* **Goal of the exercise**:
Your answer must be an exact transcription of the lines from the line with "Task: Give me" through the final line of the data.

* **Dataset section**:
[Start of section]
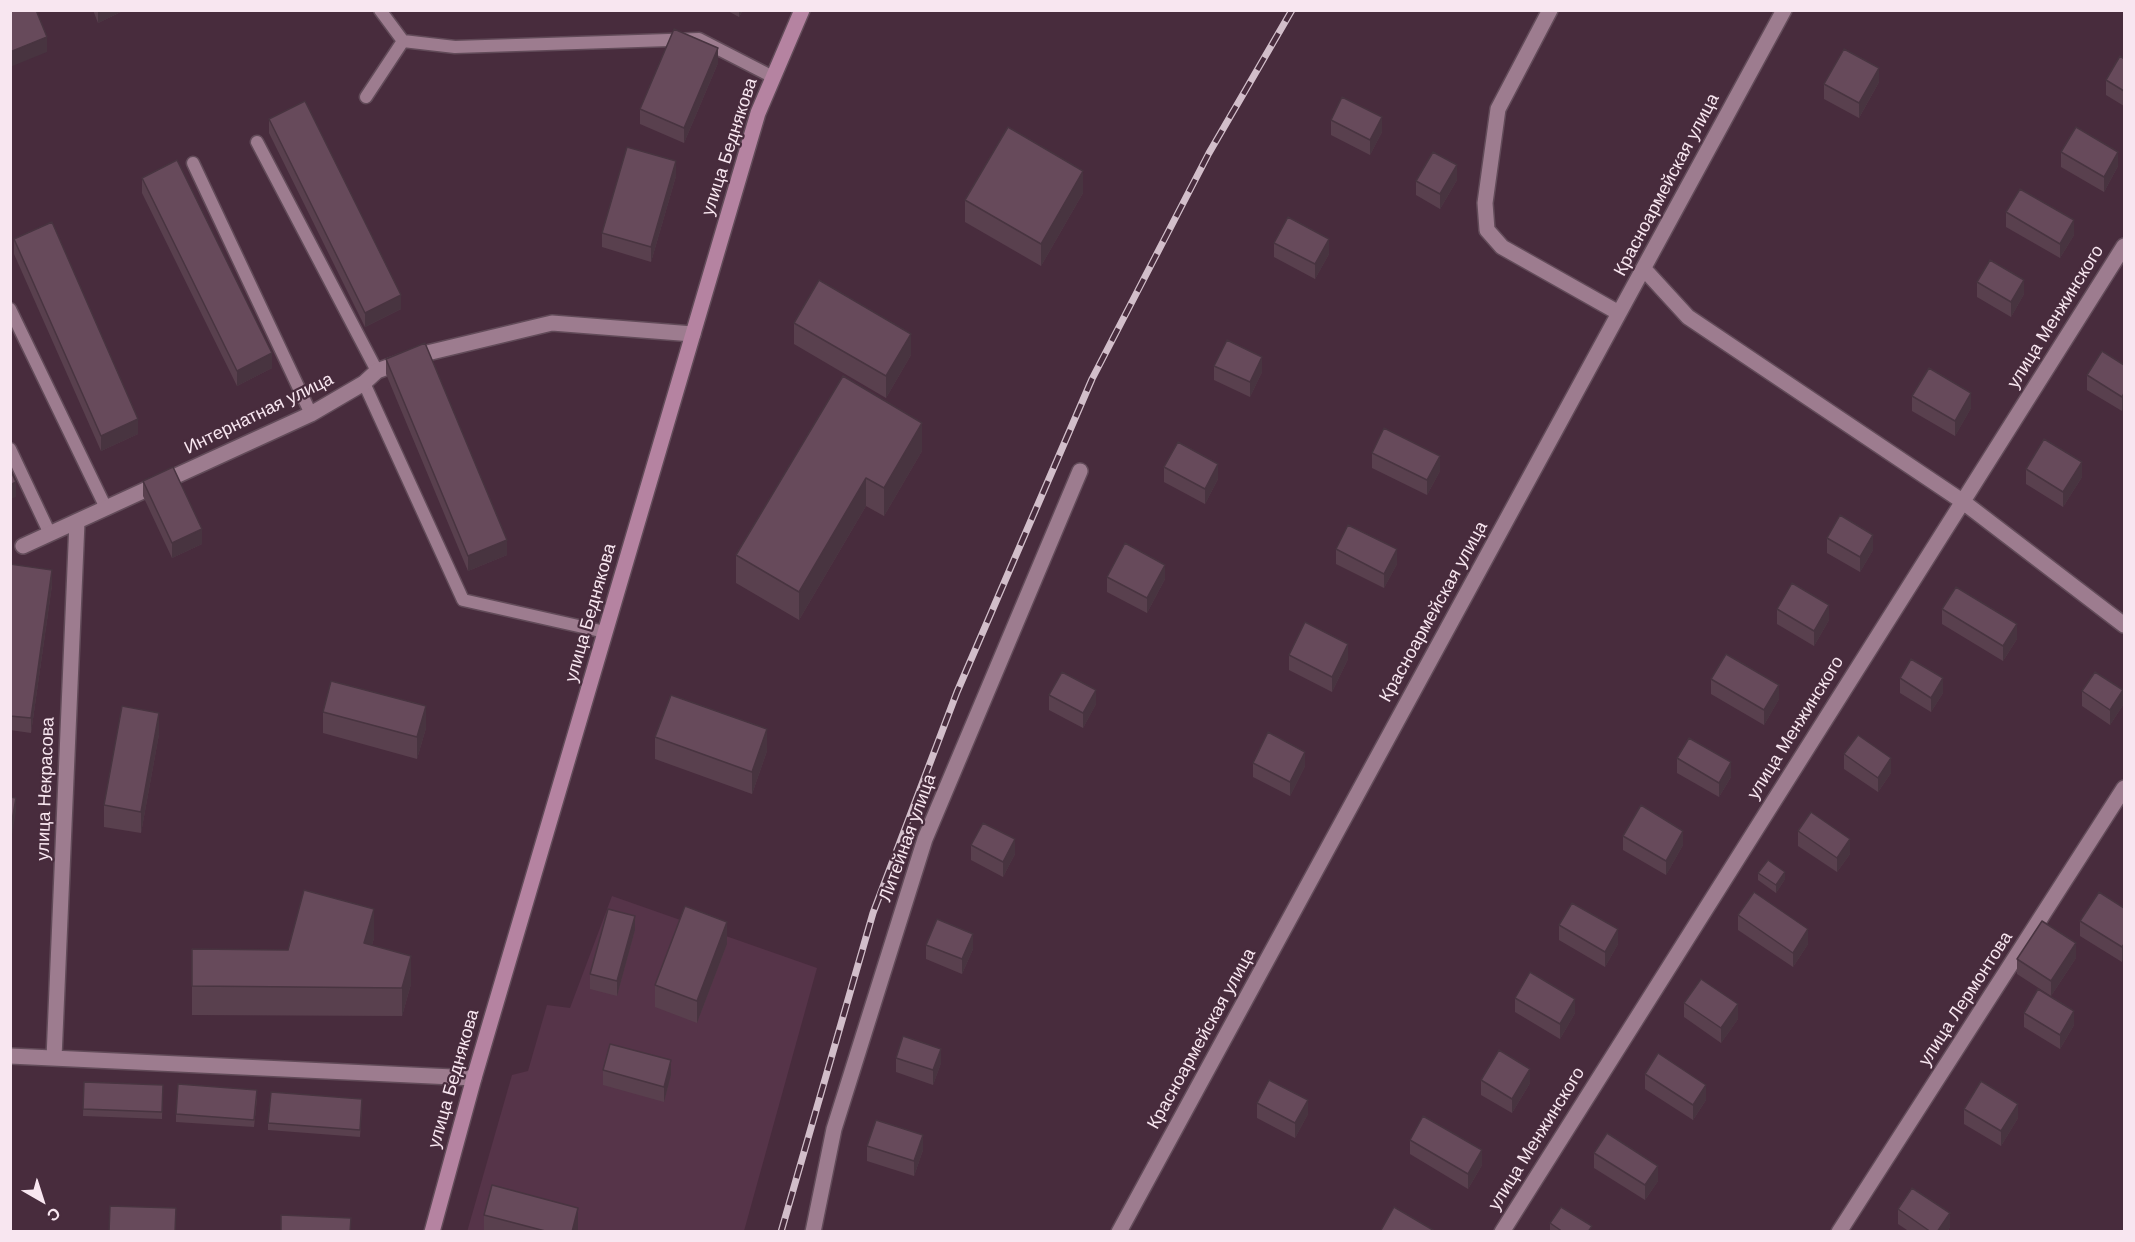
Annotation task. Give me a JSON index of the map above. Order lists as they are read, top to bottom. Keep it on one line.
{"streets":{"street":["улица Беднякова","Красноармейская улица","улица Менжинского","Интернатная улица","улица Некрасова","Литейная улица","улица Лермонтова"]},"crossings":[["улица Беднякова","Интернатная улица"],["Интернатная улица","улица Некрасова"]],"north":"bottom right"}
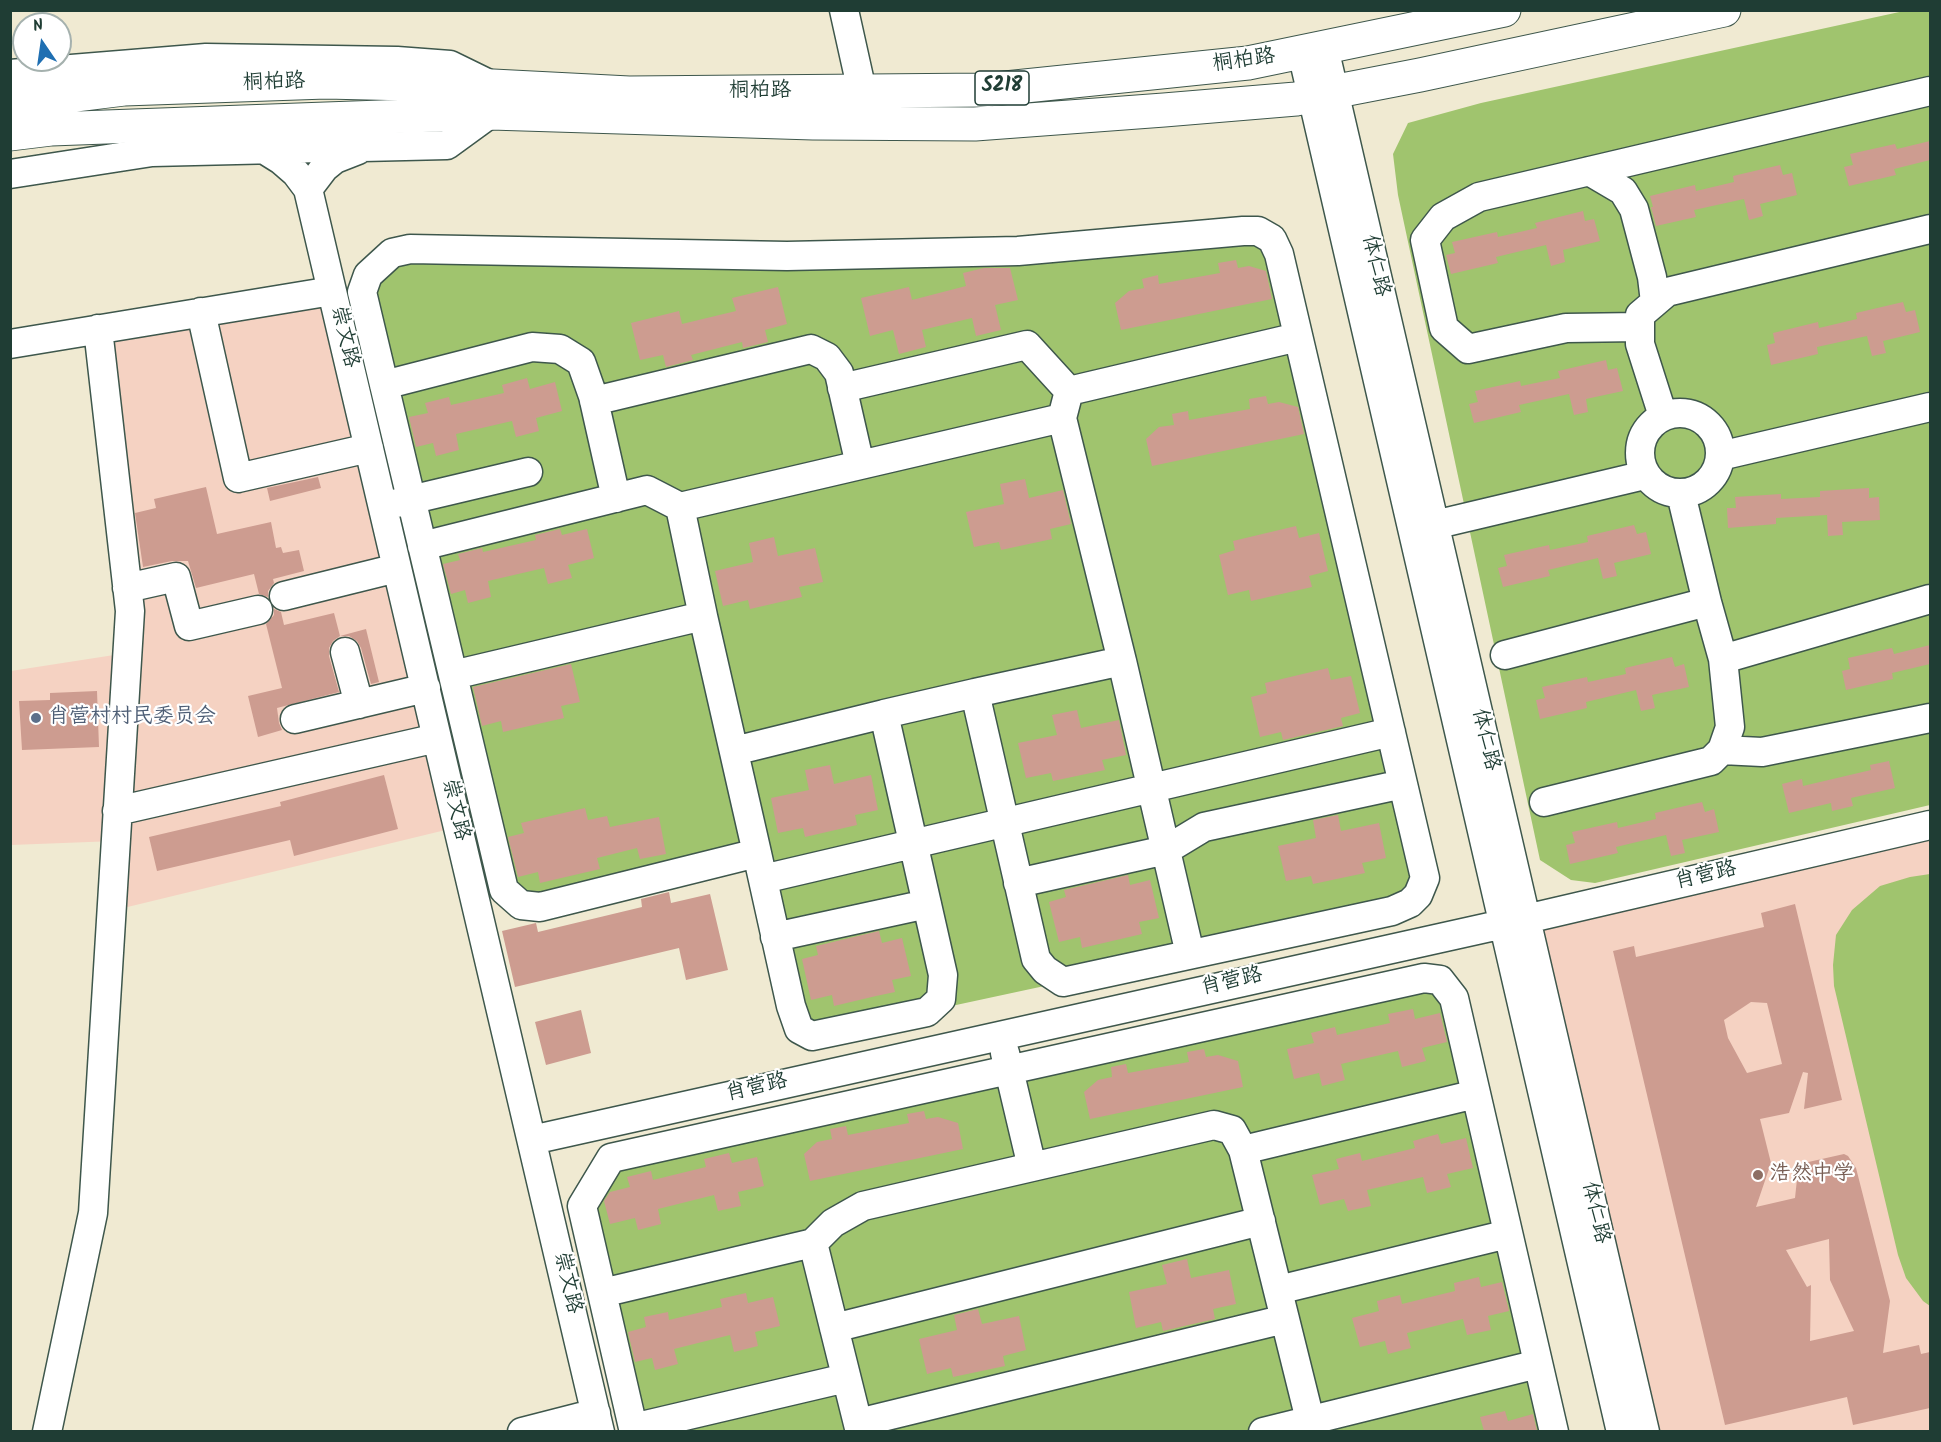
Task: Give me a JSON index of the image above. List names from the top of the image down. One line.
{"streets":{"main road":["桐柏路","S218"],"street":["体仁路","崇文路","肖营路"]},"crossings":[["桐柏路","体仁路"],["体仁路","肖营路"],["崇文路","肖营路"]],"places":["肖营村村民委员会","浩然中学"],"north":"top"}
[End of section]
* **Solved problem**:
Task: Give me a JSON index of the image above. List names from the top of the image down. One line.
{"streets":{"main road":["桐柏路","S218"],"street":["体仁路","崇文路","肖营路"]},"crossings":[["桐柏路","体仁路"],["体仁路","肖营路"],["崇文路","肖营路"]],"places":["肖营村村民委员会","浩然中学"],"north":"top"}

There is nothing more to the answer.